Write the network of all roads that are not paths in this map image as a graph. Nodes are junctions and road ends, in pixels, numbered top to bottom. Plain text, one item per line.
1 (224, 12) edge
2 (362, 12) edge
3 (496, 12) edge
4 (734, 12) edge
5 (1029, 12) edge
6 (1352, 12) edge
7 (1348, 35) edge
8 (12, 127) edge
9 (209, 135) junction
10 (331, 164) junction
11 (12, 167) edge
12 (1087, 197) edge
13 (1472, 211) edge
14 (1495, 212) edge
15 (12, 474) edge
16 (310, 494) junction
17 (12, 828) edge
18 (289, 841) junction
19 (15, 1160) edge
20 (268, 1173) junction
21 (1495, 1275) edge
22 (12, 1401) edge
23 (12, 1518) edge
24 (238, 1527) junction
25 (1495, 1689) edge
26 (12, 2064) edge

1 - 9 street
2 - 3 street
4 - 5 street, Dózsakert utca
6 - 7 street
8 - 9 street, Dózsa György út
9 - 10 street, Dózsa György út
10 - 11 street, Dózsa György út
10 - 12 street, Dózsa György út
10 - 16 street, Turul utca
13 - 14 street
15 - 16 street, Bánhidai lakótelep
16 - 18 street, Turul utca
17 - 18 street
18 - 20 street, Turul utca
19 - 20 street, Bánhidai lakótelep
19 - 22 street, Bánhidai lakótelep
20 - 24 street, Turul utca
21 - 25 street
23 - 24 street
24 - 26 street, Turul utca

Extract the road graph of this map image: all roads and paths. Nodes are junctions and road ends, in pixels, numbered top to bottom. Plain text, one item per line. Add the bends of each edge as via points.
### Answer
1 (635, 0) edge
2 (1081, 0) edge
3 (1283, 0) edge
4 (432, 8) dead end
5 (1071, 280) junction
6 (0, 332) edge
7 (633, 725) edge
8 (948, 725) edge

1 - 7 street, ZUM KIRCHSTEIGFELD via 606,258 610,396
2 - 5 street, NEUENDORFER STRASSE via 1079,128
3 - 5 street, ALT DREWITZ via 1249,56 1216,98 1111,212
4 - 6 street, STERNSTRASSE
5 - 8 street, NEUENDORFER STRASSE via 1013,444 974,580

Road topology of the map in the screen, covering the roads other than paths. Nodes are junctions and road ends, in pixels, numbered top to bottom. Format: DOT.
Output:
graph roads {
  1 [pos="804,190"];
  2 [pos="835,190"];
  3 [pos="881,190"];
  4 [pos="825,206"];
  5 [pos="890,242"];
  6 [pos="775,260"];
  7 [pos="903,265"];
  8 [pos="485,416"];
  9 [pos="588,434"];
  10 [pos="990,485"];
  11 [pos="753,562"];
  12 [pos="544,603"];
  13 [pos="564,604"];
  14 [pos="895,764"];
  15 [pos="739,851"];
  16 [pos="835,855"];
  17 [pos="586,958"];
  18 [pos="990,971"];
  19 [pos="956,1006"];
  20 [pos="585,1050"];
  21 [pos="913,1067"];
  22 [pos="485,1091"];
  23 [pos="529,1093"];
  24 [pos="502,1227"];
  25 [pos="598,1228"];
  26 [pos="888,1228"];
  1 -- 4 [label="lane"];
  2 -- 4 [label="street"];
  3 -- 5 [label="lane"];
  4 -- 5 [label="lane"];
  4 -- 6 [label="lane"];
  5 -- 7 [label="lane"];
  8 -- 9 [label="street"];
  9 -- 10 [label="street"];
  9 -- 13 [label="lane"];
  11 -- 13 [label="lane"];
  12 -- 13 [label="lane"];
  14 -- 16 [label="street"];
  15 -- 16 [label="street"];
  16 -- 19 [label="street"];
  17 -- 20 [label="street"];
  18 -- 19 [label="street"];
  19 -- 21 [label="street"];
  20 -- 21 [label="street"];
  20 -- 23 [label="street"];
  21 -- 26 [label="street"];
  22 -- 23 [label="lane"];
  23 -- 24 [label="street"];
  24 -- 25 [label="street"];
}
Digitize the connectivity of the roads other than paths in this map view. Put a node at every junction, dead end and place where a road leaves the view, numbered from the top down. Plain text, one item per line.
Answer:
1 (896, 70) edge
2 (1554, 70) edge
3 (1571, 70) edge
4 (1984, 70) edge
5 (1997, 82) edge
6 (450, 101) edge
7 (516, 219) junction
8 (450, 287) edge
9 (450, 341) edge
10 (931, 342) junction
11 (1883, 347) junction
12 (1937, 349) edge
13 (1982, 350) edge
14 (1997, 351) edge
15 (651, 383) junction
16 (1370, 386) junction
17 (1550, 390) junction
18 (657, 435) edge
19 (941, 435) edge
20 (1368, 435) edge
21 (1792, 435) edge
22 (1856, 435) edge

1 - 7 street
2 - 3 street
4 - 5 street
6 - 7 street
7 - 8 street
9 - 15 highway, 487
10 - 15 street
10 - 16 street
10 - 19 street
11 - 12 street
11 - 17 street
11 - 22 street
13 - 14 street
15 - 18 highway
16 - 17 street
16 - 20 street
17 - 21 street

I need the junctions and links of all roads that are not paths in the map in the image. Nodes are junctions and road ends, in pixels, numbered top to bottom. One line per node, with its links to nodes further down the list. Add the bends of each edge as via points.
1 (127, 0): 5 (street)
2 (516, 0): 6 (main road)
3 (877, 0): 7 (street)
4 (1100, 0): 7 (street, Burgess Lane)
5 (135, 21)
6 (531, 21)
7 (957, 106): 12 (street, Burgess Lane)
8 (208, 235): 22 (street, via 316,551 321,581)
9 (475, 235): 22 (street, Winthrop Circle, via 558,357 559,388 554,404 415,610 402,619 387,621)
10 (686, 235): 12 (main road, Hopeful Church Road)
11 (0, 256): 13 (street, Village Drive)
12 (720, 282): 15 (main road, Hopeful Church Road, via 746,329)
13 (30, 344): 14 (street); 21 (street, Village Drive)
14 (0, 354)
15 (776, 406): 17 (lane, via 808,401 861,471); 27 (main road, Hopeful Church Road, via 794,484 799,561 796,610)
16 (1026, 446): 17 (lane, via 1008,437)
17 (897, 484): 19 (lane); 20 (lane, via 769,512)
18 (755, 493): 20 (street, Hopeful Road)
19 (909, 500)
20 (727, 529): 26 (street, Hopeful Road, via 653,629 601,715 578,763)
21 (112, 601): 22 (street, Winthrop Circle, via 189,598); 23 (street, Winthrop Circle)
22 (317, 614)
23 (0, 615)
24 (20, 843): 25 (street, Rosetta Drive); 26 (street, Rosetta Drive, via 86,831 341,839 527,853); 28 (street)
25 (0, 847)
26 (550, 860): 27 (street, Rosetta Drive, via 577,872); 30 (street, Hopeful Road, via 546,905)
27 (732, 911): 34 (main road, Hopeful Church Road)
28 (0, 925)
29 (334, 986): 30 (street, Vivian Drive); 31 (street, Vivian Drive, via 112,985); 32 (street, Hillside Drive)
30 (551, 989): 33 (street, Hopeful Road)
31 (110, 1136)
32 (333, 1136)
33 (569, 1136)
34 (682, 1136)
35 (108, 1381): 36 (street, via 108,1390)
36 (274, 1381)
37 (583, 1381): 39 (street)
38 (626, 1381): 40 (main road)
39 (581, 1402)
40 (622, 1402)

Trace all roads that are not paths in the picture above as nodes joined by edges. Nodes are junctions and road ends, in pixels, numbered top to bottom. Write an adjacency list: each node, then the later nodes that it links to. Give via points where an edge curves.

--------------------------------------------------

== What you are asked to do ==
In the lines above, every record is to be repeated exactly.

== Your response ==
Write the network of all roads that are not paths in this map image as a graph. Nodes are junctions and road ends, in pixels, numbered top to bottom. Plain text, one item per line.
1 (224, 12) edge
2 (362, 12) edge
3 (496, 12) edge
4 (734, 12) edge
5 (1029, 12) edge
6 (1352, 12) edge
7 (1348, 35) edge
8 (12, 127) edge
9 (209, 135) junction
10 (331, 164) junction
11 (12, 167) edge
12 (1087, 197) edge
13 (1472, 211) edge
14 (1495, 212) edge
15 (12, 474) edge
16 (310, 494) junction
17 (12, 828) edge
18 (289, 841) junction
19 (15, 1160) edge
20 (268, 1173) junction
21 (1495, 1275) edge
22 (12, 1401) edge
23 (12, 1518) edge
24 (238, 1527) junction
25 (1495, 1689) edge
26 (12, 2064) edge

1 - 9 street
2 - 3 street
4 - 5 street, Dózsakert utca
6 - 7 street
8 - 9 street, Dózsa György út
9 - 10 street, Dózsa György út
10 - 11 street, Dózsa György út
10 - 12 street, Dózsa György út
10 - 16 street, Turul utca
13 - 14 street
15 - 16 street, Bánhidai lakótelep
16 - 18 street, Turul utca
17 - 18 street
18 - 20 street, Turul utca
19 - 20 street, Bánhidai lakótelep
19 - 22 street, Bánhidai lakótelep
20 - 24 street, Turul utca
21 - 25 street
23 - 24 street
24 - 26 street, Turul utca

Extract the road graph of this map image: all roads and paths. Nodes are junctions and road ends, in pixels, numbered top to bottom. Plain text, one item per line. Add the bends of each edge as via points.
### Answer
1 (635, 0) edge
2 (1081, 0) edge
3 (1283, 0) edge
4 (432, 8) dead end
5 (1071, 280) junction
6 (0, 332) edge
7 (633, 725) edge
8 (948, 725) edge

1 - 7 street, ZUM KIRCHSTEIGFELD via 606,258 610,396
2 - 5 street, NEUENDORFER STRASSE via 1079,128
3 - 5 street, ALT DREWITZ via 1249,56 1216,98 1111,212
4 - 6 street, STERNSTRASSE
5 - 8 street, NEUENDORFER STRASSE via 1013,444 974,580

Road topology of the map in the screen, covering the roads other than paths. Nodes are junctions and road ends, in pixels, numbered top to bottom. Format: DOT.
Output:
graph roads {
  1 [pos="804,190"];
  2 [pos="835,190"];
  3 [pos="881,190"];
  4 [pos="825,206"];
  5 [pos="890,242"];
  6 [pos="775,260"];
  7 [pos="903,265"];
  8 [pos="485,416"];
  9 [pos="588,434"];
  10 [pos="990,485"];
  11 [pos="753,562"];
  12 [pos="544,603"];
  13 [pos="564,604"];
  14 [pos="895,764"];
  15 [pos="739,851"];
  16 [pos="835,855"];
  17 [pos="586,958"];
  18 [pos="990,971"];
  19 [pos="956,1006"];
  20 [pos="585,1050"];
  21 [pos="913,1067"];
  22 [pos="485,1091"];
  23 [pos="529,1093"];
  24 [pos="502,1227"];
  25 [pos="598,1228"];
  26 [pos="888,1228"];
  1 -- 4 [label="lane"];
  2 -- 4 [label="street"];
  3 -- 5 [label="lane"];
  4 -- 5 [label="lane"];
  4 -- 6 [label="lane"];
  5 -- 7 [label="lane"];
  8 -- 9 [label="street"];
  9 -- 10 [label="street"];
  9 -- 13 [label="lane"];
  11 -- 13 [label="lane"];
  12 -- 13 [label="lane"];
  14 -- 16 [label="street"];
  15 -- 16 [label="street"];
  16 -- 19 [label="street"];
  17 -- 20 [label="street"];
  18 -- 19 [label="street"];
  19 -- 21 [label="street"];
  20 -- 21 [label="street"];
  20 -- 23 [label="street"];
  21 -- 26 [label="street"];
  22 -- 23 [label="lane"];
  23 -- 24 [label="street"];
  24 -- 25 [label="street"];
}
Digitize the connectivity of the roads other than paths in this map view. Put a node at every junction, dead end and place where a road leaves the view, numbered from the top down. Plain text, one item per line.
Answer:
1 (896, 70) edge
2 (1554, 70) edge
3 (1571, 70) edge
4 (1984, 70) edge
5 (1997, 82) edge
6 (450, 101) edge
7 (516, 219) junction
8 (450, 287) edge
9 (450, 341) edge
10 (931, 342) junction
11 (1883, 347) junction
12 (1937, 349) edge
13 (1982, 350) edge
14 (1997, 351) edge
15 (651, 383) junction
16 (1370, 386) junction
17 (1550, 390) junction
18 (657, 435) edge
19 (941, 435) edge
20 (1368, 435) edge
21 (1792, 435) edge
22 (1856, 435) edge

1 - 7 street
2 - 3 street
4 - 5 street
6 - 7 street
7 - 8 street
9 - 15 highway, 487
10 - 15 street
10 - 16 street
10 - 19 street
11 - 12 street
11 - 17 street
11 - 22 street
13 - 14 street
15 - 18 highway
16 - 17 street
16 - 20 street
17 - 21 street

I need the junctions and links of all roads that are not paths in the map in the image. Nodes are junctions and road ends, in pixels, numbered top to bottom. One line per node, with its links to nodes further down the list. Add the bends of each edge as via points.
1 (127, 0): 5 (street)
2 (516, 0): 6 (main road)
3 (877, 0): 7 (street)
4 (1100, 0): 7 (street, Burgess Lane)
5 (135, 21)
6 (531, 21)
7 (957, 106): 12 (street, Burgess Lane)
8 (208, 235): 22 (street, via 316,551 321,581)
9 (475, 235): 22 (street, Winthrop Circle, via 558,357 559,388 554,404 415,610 402,619 387,621)
10 (686, 235): 12 (main road, Hopeful Church Road)
11 (0, 256): 13 (street, Village Drive)
12 (720, 282): 15 (main road, Hopeful Church Road, via 746,329)
13 (30, 344): 14 (street); 21 (street, Village Drive)
14 (0, 354)
15 (776, 406): 17 (lane, via 808,401 861,471); 27 (main road, Hopeful Church Road, via 794,484 799,561 796,610)
16 (1026, 446): 17 (lane, via 1008,437)
17 (897, 484): 19 (lane); 20 (lane, via 769,512)
18 (755, 493): 20 (street, Hopeful Road)
19 (909, 500)
20 (727, 529): 26 (street, Hopeful Road, via 653,629 601,715 578,763)
21 (112, 601): 22 (street, Winthrop Circle, via 189,598); 23 (street, Winthrop Circle)
22 (317, 614)
23 (0, 615)
24 (20, 843): 25 (street, Rosetta Drive); 26 (street, Rosetta Drive, via 86,831 341,839 527,853); 28 (street)
25 (0, 847)
26 (550, 860): 27 (street, Rosetta Drive, via 577,872); 30 (street, Hopeful Road, via 546,905)
27 (732, 911): 34 (main road, Hopeful Church Road)
28 (0, 925)
29 (334, 986): 30 (street, Vivian Drive); 31 (street, Vivian Drive, via 112,985); 32 (street, Hillside Drive)
30 (551, 989): 33 (street, Hopeful Road)
31 (110, 1136)
32 (333, 1136)
33 (569, 1136)
34 (682, 1136)
35 (108, 1381): 36 (street, via 108,1390)
36 (274, 1381)
37 (583, 1381): 39 (street)
38 (626, 1381): 40 (main road)
39 (581, 1402)
40 (622, 1402)

Trace all roads that are not paths in the picture above as nodes joined by edges. Nodes are junctions and road ends, in pixels, numbered top to bottom. Write an adjacency list: each node, then the later nodes that it links to. Give via points where an edge curves.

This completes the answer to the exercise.